To do:
Among the lines below, how many have the string "numbered" in them? Only the number is wanted.

Provided material:
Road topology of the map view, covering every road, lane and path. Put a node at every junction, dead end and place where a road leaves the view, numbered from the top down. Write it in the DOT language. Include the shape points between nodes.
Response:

--

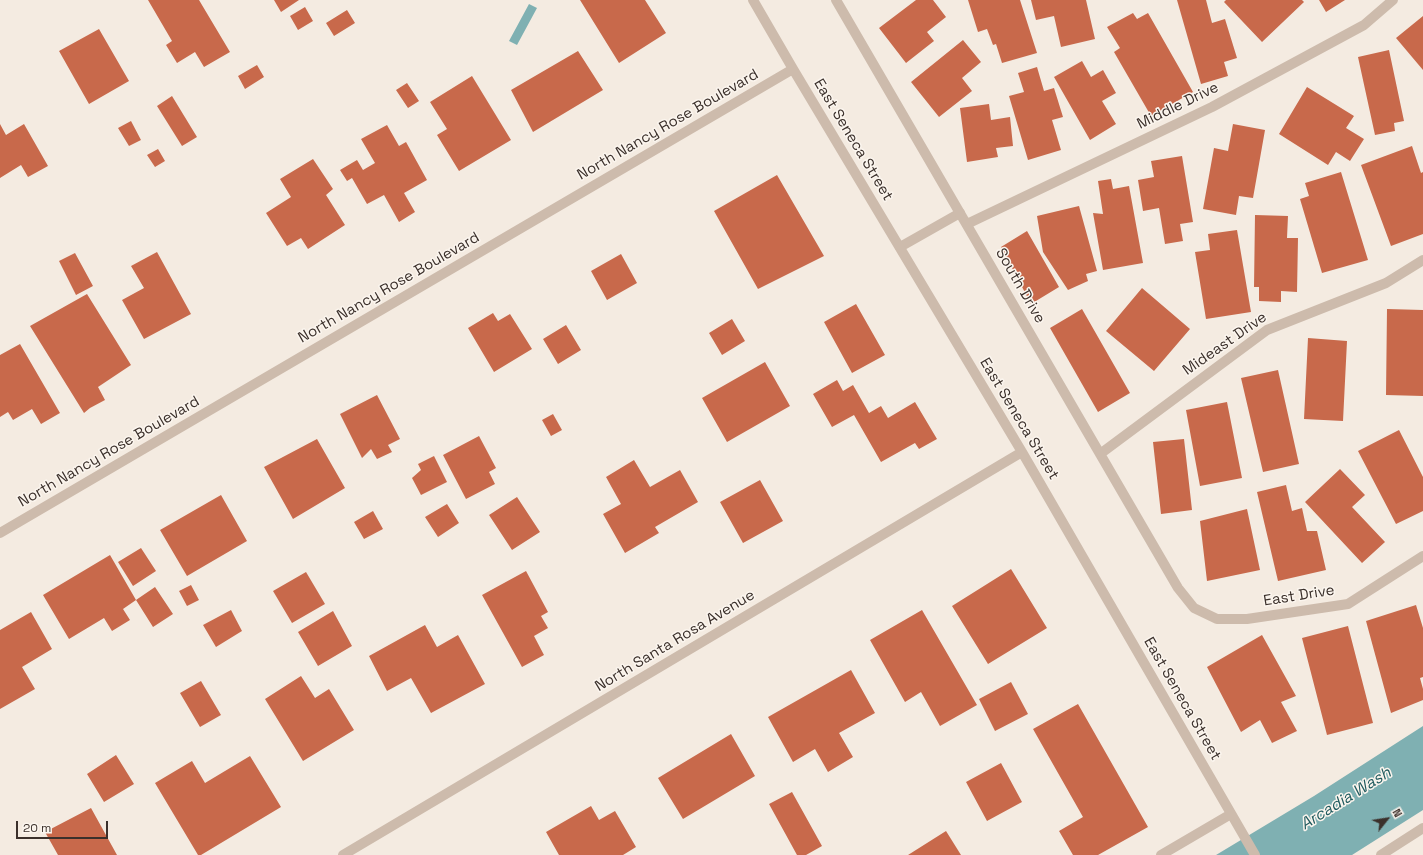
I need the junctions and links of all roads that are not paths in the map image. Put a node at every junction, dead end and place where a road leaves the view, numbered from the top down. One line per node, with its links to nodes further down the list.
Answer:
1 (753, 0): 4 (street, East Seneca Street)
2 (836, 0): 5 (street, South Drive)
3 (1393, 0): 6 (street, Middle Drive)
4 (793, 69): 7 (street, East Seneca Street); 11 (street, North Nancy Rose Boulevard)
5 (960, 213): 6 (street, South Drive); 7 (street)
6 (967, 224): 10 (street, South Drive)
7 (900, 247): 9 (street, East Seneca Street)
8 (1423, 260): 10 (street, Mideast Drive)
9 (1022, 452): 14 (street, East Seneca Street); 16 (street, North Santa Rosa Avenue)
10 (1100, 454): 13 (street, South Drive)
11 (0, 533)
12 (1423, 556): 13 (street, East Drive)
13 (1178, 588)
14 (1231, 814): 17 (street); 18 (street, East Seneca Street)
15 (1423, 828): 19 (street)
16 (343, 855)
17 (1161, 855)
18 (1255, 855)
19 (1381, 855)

---

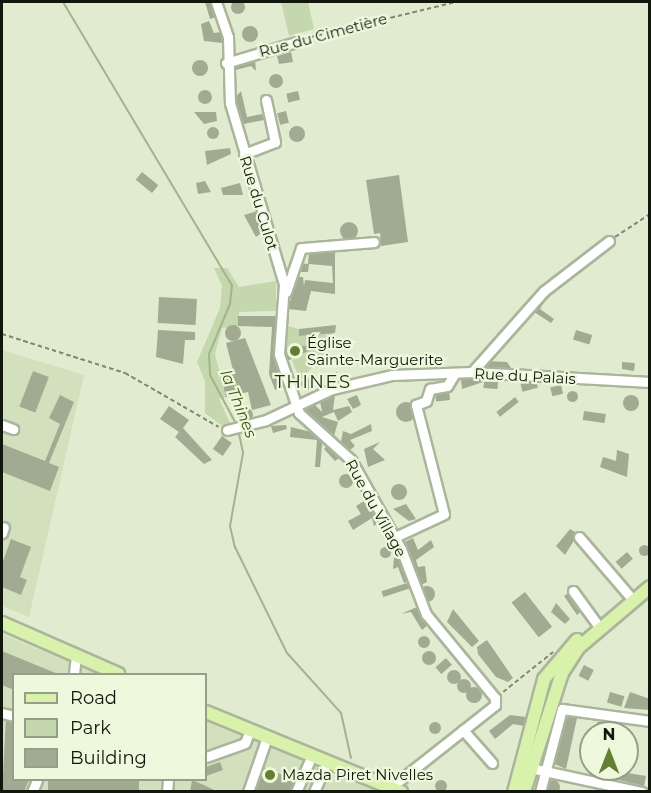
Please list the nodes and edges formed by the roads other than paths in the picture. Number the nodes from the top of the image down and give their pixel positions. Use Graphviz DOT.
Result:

Solution to this exercise:
2